*** Available records Section Begins ***

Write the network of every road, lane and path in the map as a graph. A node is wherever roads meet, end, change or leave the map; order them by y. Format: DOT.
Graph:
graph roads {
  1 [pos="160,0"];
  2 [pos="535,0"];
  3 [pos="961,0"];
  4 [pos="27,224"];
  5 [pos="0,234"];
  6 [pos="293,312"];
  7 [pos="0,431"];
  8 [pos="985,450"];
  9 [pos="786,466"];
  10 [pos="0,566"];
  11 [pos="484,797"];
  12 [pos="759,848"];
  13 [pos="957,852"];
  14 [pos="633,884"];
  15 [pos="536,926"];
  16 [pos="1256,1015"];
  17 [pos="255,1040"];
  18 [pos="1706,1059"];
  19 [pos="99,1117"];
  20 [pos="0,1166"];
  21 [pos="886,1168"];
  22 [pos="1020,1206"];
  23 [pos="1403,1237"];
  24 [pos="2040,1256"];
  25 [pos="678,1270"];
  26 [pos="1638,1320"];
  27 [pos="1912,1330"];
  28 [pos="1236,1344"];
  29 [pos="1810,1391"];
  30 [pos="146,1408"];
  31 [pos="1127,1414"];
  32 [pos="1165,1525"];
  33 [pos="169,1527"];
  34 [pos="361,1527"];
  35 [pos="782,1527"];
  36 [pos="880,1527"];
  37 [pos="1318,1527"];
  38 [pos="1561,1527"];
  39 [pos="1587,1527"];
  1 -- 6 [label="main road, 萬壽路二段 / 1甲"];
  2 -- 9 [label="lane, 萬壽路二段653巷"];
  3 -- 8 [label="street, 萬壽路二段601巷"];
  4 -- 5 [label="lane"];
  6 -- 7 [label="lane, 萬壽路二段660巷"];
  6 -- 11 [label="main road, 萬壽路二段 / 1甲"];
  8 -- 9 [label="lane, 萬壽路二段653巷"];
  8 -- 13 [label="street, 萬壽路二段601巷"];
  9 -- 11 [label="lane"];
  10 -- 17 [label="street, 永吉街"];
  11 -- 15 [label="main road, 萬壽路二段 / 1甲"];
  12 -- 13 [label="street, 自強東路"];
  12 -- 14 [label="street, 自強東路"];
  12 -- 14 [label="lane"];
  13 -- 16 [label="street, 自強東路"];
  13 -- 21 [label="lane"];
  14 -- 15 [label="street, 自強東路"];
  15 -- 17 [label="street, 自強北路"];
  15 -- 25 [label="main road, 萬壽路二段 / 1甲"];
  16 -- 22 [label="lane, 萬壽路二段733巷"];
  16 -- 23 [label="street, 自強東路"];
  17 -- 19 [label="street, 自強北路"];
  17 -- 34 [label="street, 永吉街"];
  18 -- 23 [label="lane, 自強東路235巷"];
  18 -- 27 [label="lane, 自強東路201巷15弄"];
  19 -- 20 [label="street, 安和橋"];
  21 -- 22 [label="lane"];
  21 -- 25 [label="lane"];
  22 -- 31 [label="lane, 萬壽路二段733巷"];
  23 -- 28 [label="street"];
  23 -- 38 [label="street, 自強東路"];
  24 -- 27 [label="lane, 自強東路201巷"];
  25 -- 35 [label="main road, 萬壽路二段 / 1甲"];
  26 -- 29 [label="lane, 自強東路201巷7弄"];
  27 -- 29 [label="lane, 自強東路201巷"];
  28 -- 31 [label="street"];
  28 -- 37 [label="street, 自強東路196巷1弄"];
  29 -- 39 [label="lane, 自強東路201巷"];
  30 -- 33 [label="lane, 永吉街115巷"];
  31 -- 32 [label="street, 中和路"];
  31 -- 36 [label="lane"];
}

*** Available records Section Ends ***

* Try it *
Out of the data above, return each line where the word "main" can be found.

* Solution below *
  1 -- 6 [label="main road, 萬壽路二段 / 1甲"];
  6 -- 11 [label="main road, 萬壽路二段 / 1甲"];
  11 -- 15 [label="main road, 萬壽路二段 / 1甲"];
  15 -- 25 [label="main road, 萬壽路二段 / 1甲"];
  25 -- 35 [label="main road, 萬壽路二段 / 1甲"];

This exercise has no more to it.